French container shipping giant CMA CGM has announced its “firm intention” to make an all-cash voluntary conditional general offer for all the outstanding shares of Neptune Orient Lines Limited (NOL), Southeast Asia’s largest container shipping company.
The offer extends to the shares other than those the company already owns, controls or has agreed to acquire, and follows the satisfaction and waiver of the pre-conditions set forth in the pre-conditional offer announcement dated 7 December 2015.
The offer price is SGD 1.30 in cash per NOL share, a total of SGD 3.4 billion (USD 2.43 billion), which CMA CGM does not intend to increase.
Last week, CMA CGM said that it had received an approval from the Anti-monopoly Bureau of the Chinese Ministry of Commerce (MOFCOM) for its acquisition of NOL.
The Chinese regulatory body issued the green light after CMA CGM received a nod from the European Commission for the acquisition in April following a Phase 1 review.

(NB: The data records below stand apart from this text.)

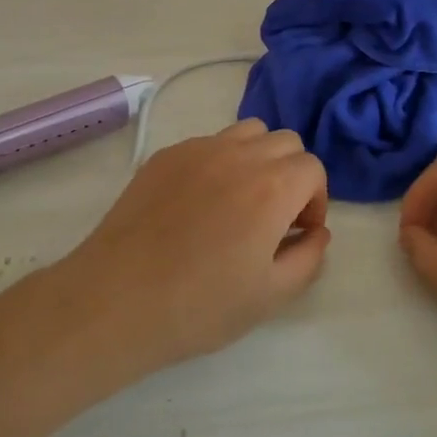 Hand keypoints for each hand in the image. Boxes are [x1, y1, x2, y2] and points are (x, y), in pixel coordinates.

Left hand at [61, 120, 331, 373]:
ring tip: (239, 200)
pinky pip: (208, 143)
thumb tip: (317, 232)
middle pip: (284, 142)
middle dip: (291, 174)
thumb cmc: (200, 304)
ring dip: (257, 158)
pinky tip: (198, 204)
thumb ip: (308, 258)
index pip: (312, 168)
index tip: (297, 232)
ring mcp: (199, 149)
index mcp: (272, 186)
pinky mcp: (166, 155)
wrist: (118, 297)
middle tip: (274, 216)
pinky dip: (218, 162)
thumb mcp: (271, 295)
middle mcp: (239, 154)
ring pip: (247, 132)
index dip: (314, 200) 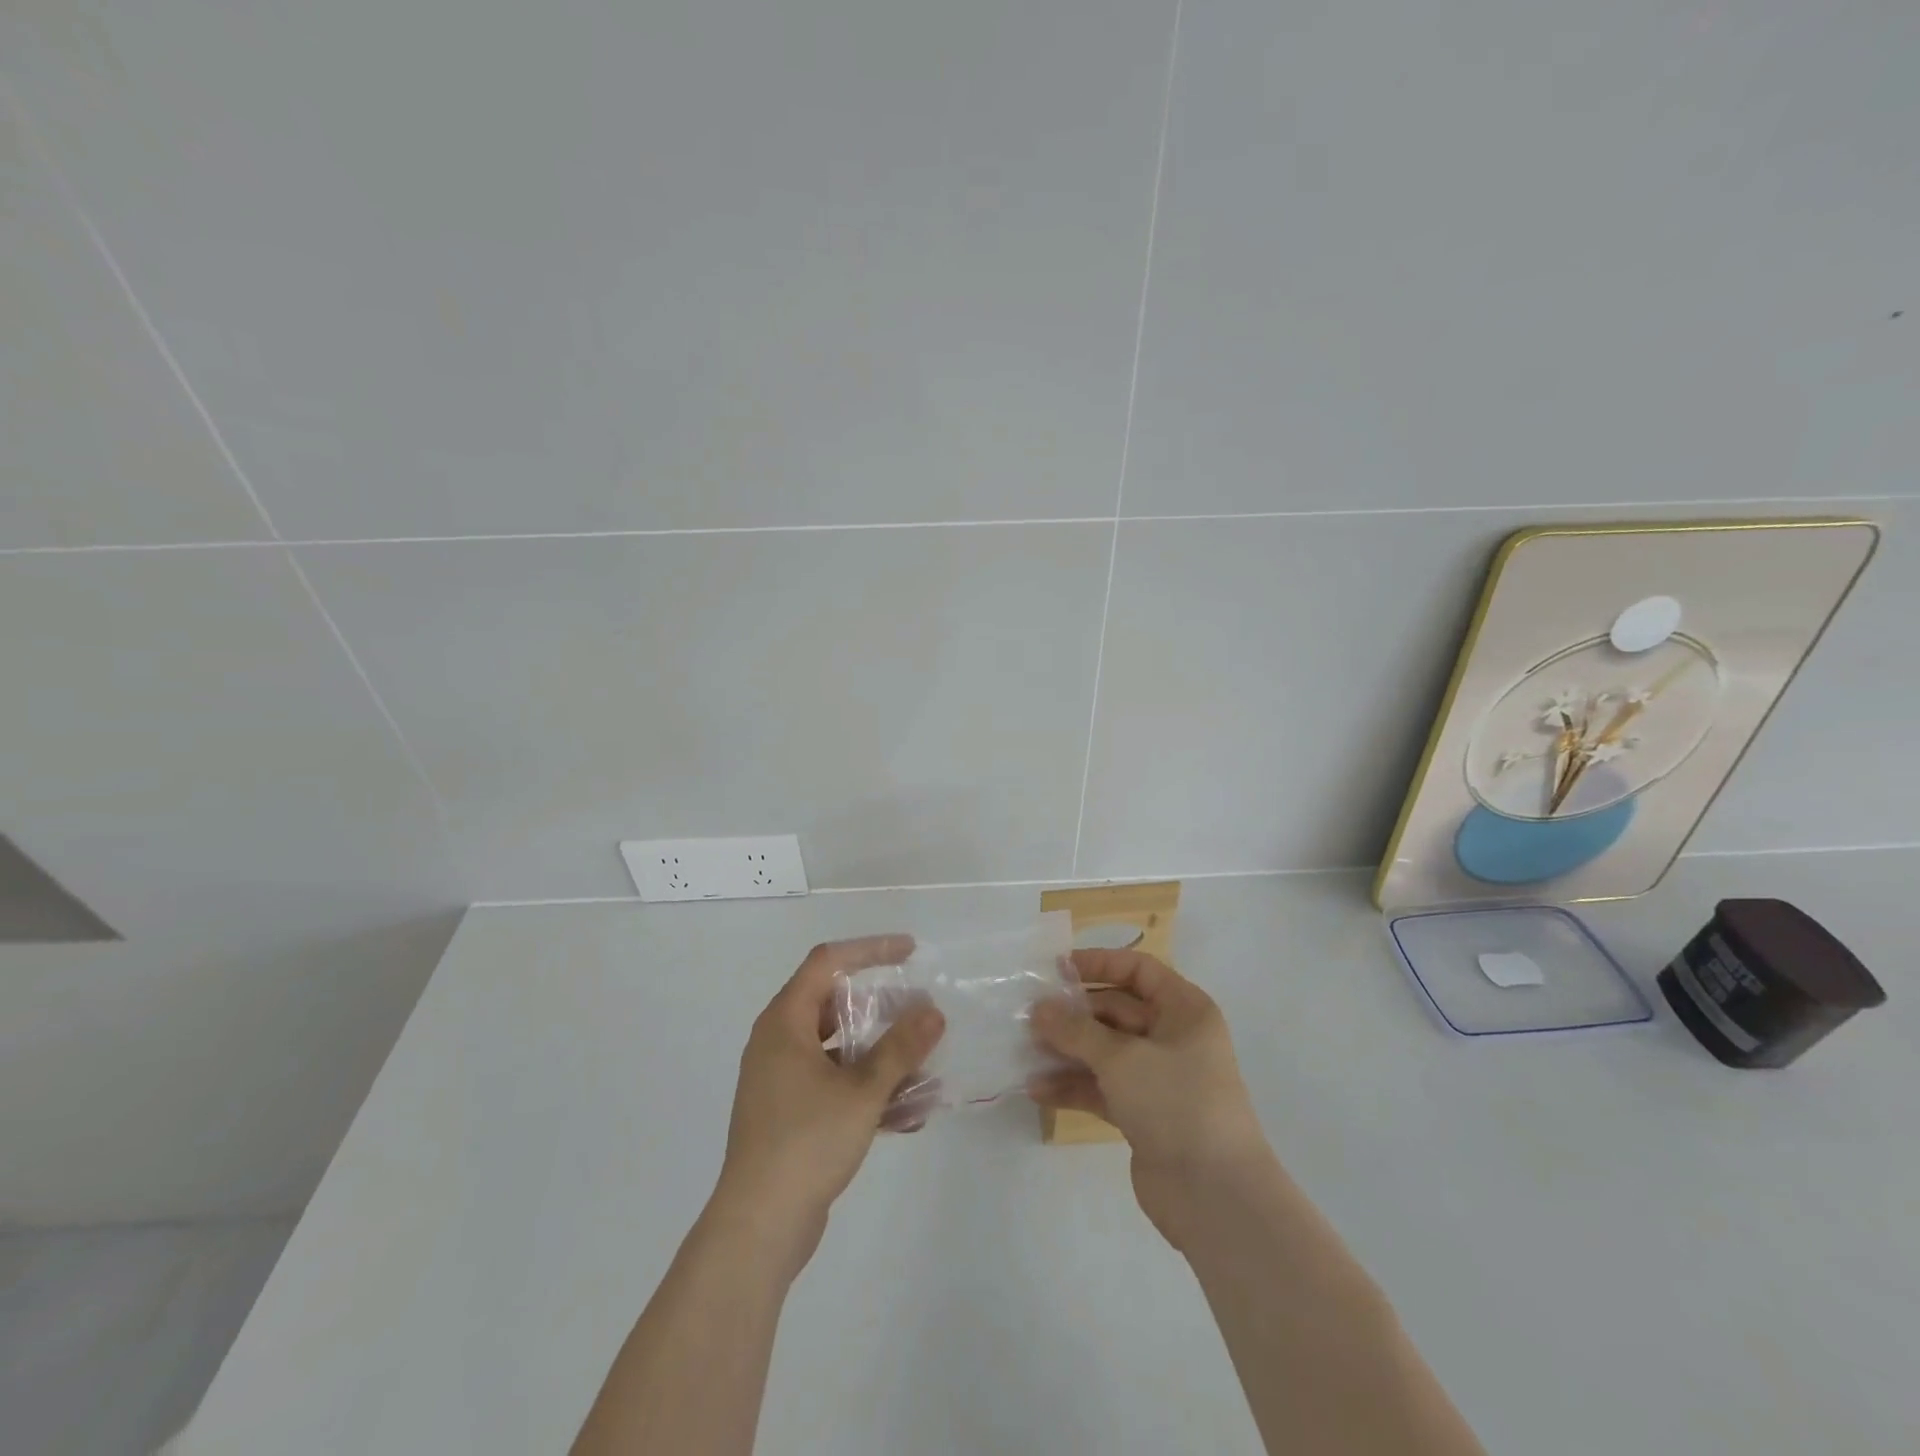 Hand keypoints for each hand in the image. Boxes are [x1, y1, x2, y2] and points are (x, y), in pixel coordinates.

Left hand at [709, 935, 945, 1277]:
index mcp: (785, 1022)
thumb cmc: (806, 1142)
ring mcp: (781, 1081)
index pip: (827, 961)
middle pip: (835, 1005)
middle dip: (883, 1009)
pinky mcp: (789, 1115)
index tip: (910, 951)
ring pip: (839, 1050)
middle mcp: (778, 1042)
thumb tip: (933, 1012)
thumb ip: (901, 1048)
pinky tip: (909, 1114)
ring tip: (925, 1067)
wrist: (758, 1227)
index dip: (870, 949)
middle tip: (921, 1014)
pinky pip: (835, 1086)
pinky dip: (868, 1090)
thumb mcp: (862, 1090)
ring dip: (882, 1056)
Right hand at [1030, 948, 1271, 1247]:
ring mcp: (1158, 1078)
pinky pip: (1102, 1087)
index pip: (1138, 970)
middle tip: (1029, 1016)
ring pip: (1105, 1051)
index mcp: (1184, 1010)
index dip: (1098, 964)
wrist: (1215, 1196)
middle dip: (1073, 1014)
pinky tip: (1037, 1089)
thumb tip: (1038, 1008)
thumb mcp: (1121, 1058)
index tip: (1056, 970)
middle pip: (1116, 1011)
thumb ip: (1075, 1030)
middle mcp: (1173, 1037)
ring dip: (1067, 1050)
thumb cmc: (1176, 1103)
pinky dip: (1073, 1085)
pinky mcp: (1144, 1113)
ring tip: (1024, 1051) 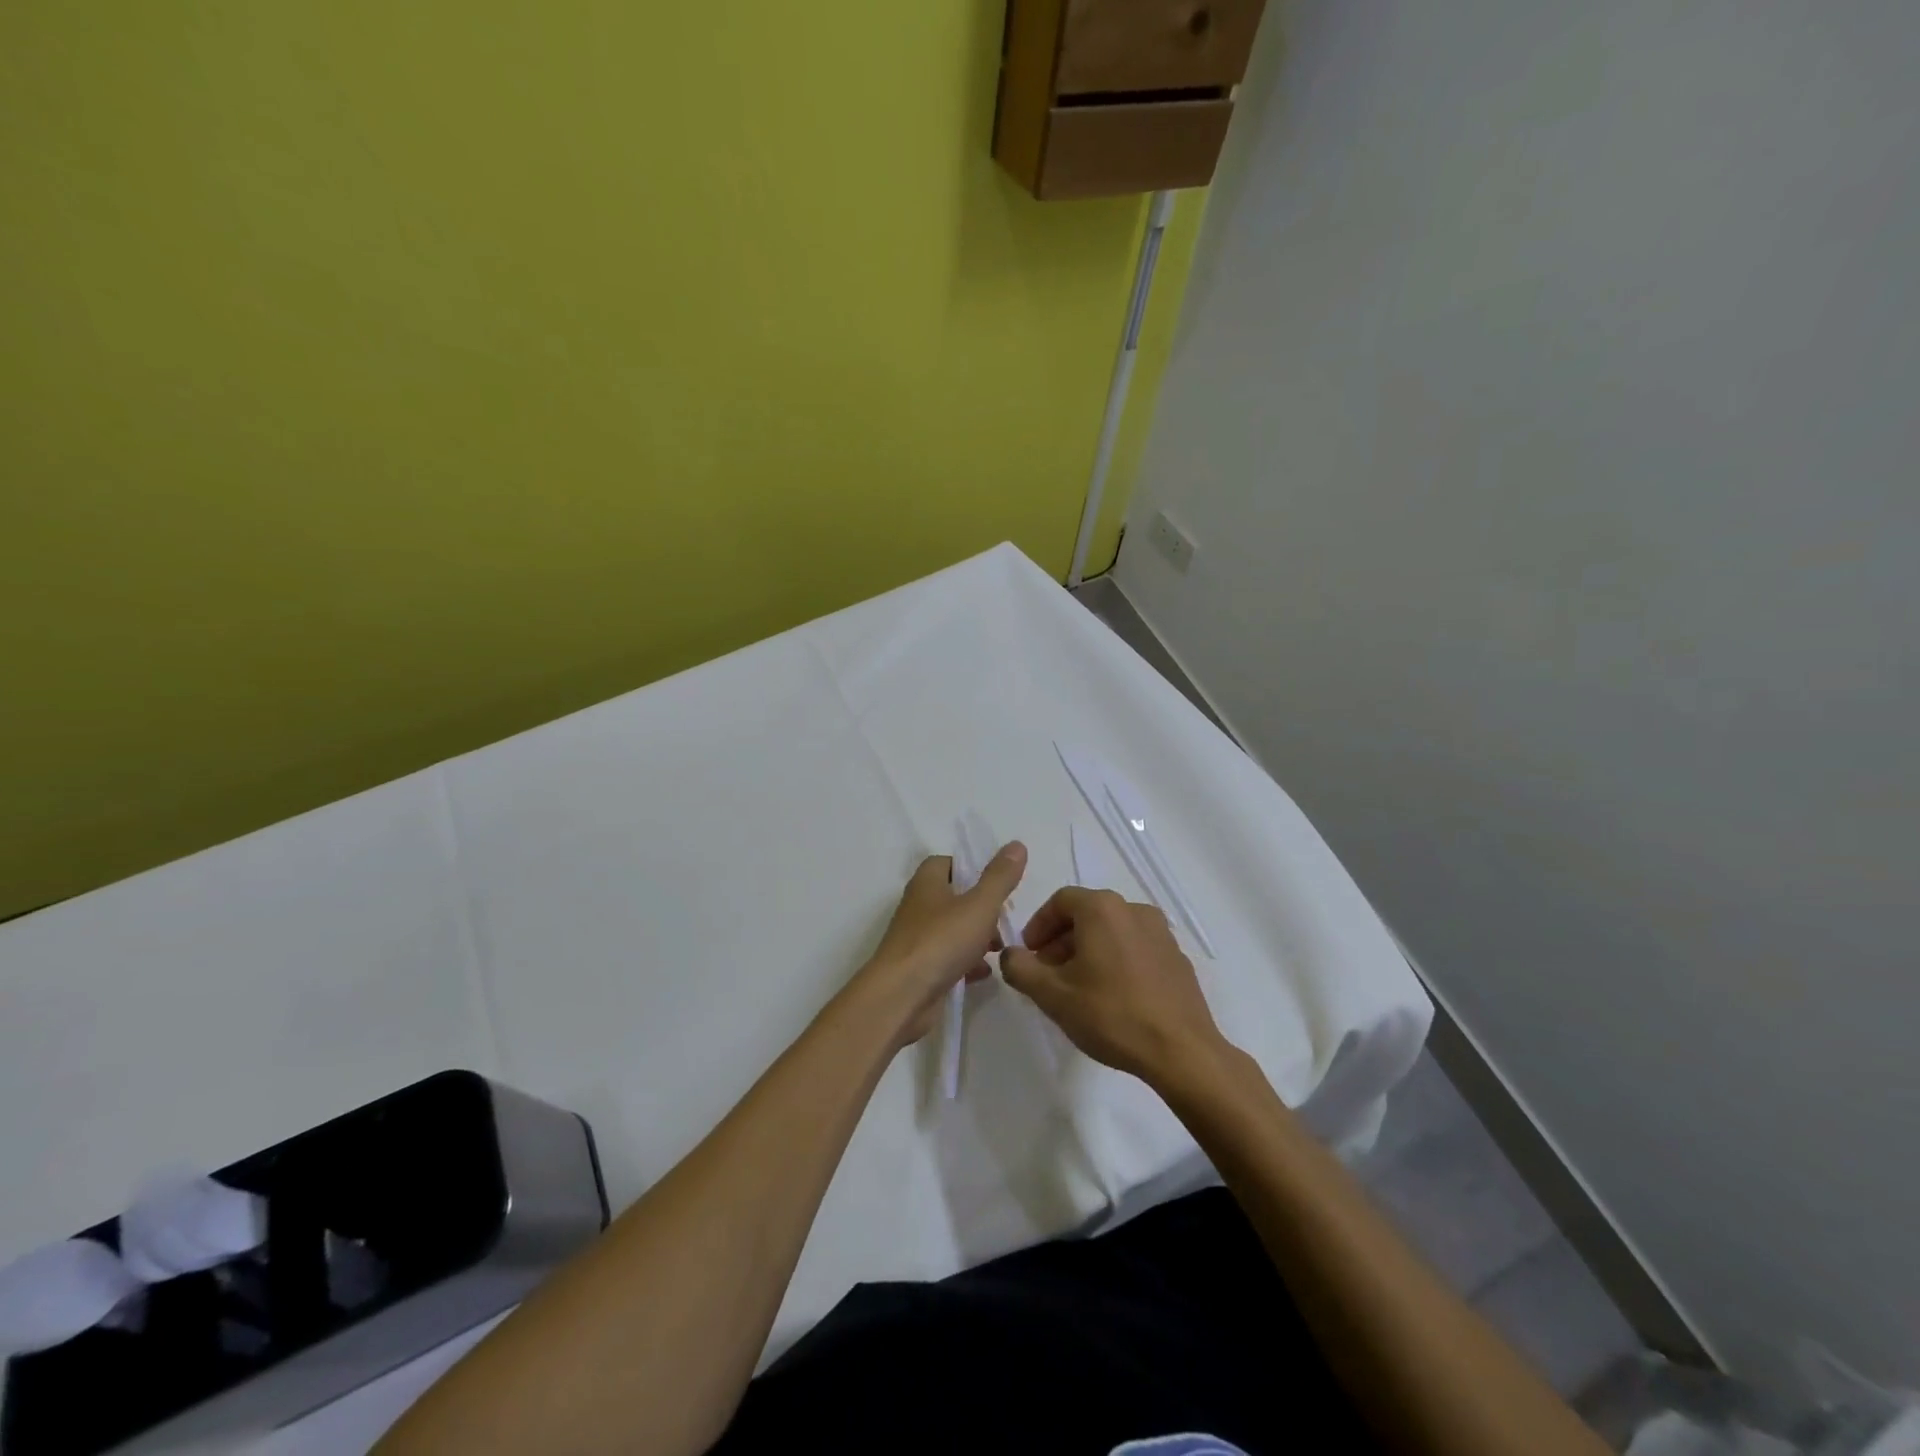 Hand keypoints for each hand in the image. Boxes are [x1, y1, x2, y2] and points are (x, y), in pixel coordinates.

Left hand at [854, 843, 1026, 1047]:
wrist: (901, 997)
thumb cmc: (940, 941)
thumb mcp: (979, 905)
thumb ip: (1000, 877)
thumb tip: (1016, 845)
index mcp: (927, 884)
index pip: (946, 863)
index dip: (971, 868)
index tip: (997, 882)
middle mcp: (918, 907)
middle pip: (953, 898)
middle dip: (981, 907)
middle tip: (1004, 919)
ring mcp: (917, 940)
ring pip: (952, 930)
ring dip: (977, 937)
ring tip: (1000, 948)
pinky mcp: (920, 970)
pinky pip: (948, 959)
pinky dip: (967, 963)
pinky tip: (985, 973)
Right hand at [1000, 887, 1229, 1085]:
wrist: (1181, 1051)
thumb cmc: (1111, 1015)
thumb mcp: (1052, 995)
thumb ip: (1020, 968)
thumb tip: (1010, 955)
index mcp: (1102, 908)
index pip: (1060, 901)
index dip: (1038, 925)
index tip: (1029, 954)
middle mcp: (1134, 910)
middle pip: (1087, 914)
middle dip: (1061, 940)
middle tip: (1048, 973)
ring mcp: (1161, 933)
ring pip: (1112, 931)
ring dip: (1089, 951)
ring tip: (1078, 987)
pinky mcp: (1177, 958)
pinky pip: (1136, 948)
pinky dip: (1116, 961)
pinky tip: (1112, 996) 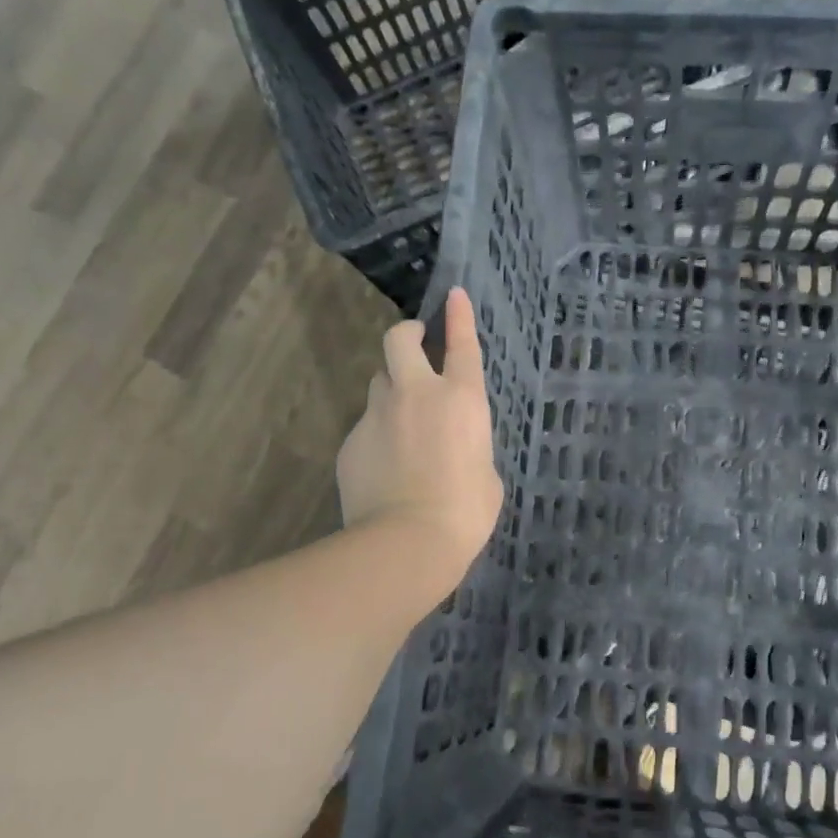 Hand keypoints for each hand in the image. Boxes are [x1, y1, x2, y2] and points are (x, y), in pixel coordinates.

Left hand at [336, 287, 503, 585]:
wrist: (407, 542)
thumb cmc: (465, 512)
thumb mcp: (486, 473)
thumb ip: (470, 445)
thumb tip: (453, 446)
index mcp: (461, 399)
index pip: (460, 344)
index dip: (458, 316)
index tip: (453, 294)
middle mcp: (416, 395)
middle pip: (399, 340)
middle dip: (406, 333)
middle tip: (414, 344)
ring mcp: (378, 416)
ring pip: (379, 383)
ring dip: (392, 391)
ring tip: (402, 424)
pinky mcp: (351, 442)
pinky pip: (366, 427)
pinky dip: (378, 436)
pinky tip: (385, 468) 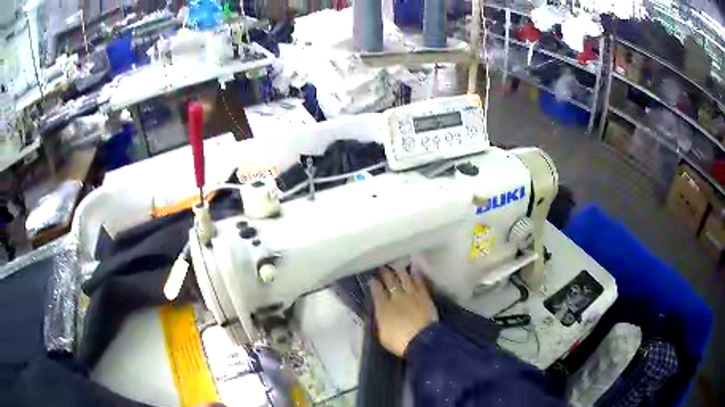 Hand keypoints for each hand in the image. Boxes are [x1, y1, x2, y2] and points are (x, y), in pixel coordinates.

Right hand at [369, 267, 437, 356]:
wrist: (422, 340)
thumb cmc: (399, 342)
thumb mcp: (382, 335)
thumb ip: (380, 322)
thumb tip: (379, 315)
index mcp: (383, 308)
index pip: (376, 291)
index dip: (374, 284)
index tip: (372, 279)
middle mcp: (396, 297)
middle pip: (390, 281)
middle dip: (385, 273)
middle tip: (382, 268)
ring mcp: (411, 295)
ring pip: (404, 278)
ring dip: (399, 271)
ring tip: (396, 267)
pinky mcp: (424, 296)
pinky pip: (419, 283)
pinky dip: (415, 278)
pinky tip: (414, 275)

This approval was granted under the condition of NOL’s exit from the G6 shipping alliance, which has been already committed by NOL and CMA CGM. According to the company’s results for the first quarter of 2016, Indian authorities have also cleared the acquisition.
The announcement comes as CMA CGM plunges to a net loss of USD 100 million for the first quarter of 2016, a substantial drop from USD 406 million profit posted in the corresponding quarter in 2015.
The drop was mainly attributed to the current container shipping environment which is characterized by strong pressure on freight rates, with average revenue per TEU fall of 17.6%.